--- AIM OF THE EXERCISE ---
Repeat the listing exactly. Pictures stay out of your copy.

--- SUPPLIED DATA ---
+--

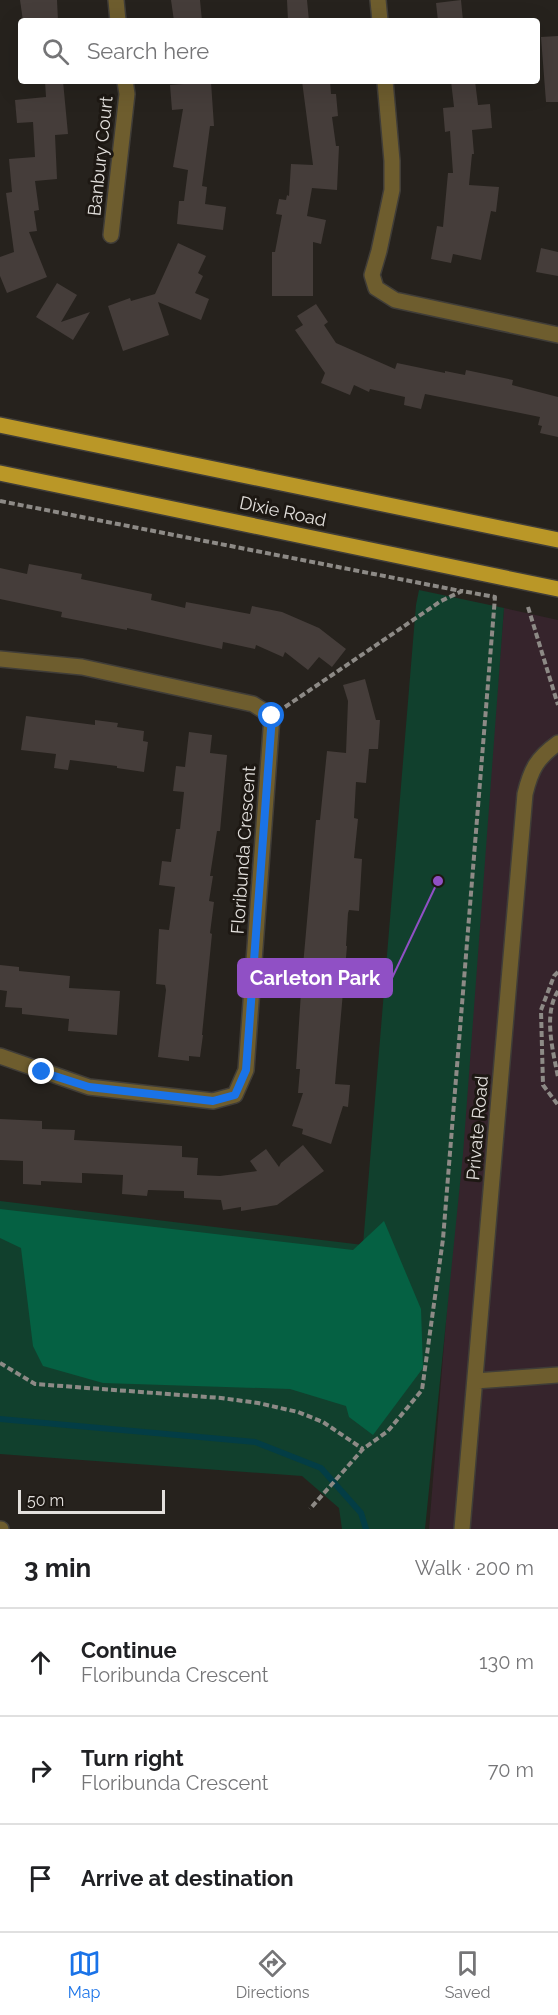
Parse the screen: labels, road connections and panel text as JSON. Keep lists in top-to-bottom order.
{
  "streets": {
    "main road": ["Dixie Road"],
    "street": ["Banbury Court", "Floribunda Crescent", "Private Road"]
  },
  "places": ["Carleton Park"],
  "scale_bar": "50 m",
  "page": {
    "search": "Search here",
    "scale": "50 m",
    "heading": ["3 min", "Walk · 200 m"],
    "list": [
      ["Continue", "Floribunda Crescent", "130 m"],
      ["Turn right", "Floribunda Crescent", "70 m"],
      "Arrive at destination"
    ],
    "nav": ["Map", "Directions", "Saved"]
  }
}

+--

--- FINISHED TASK ---
Parse the screen: labels, road connections and panel text as JSON. Keep lists in top-to-bottom order.
{
  "streets": {
    "main road": ["Dixie Road"],
    "street": ["Banbury Court", "Floribunda Crescent", "Private Road"]
  },
  "places": ["Carleton Park"],
  "scale_bar": "50 m",
  "page": {
    "search": "Search here",
    "scale": "50 m",
    "heading": ["3 min", "Walk · 200 m"],
    "list": [
      ["Continue", "Floribunda Crescent", "130 m"],
      ["Turn right", "Floribunda Crescent", "70 m"],
      "Arrive at destination"
    ],
    "nav": ["Map", "Directions", "Saved"]
  }
}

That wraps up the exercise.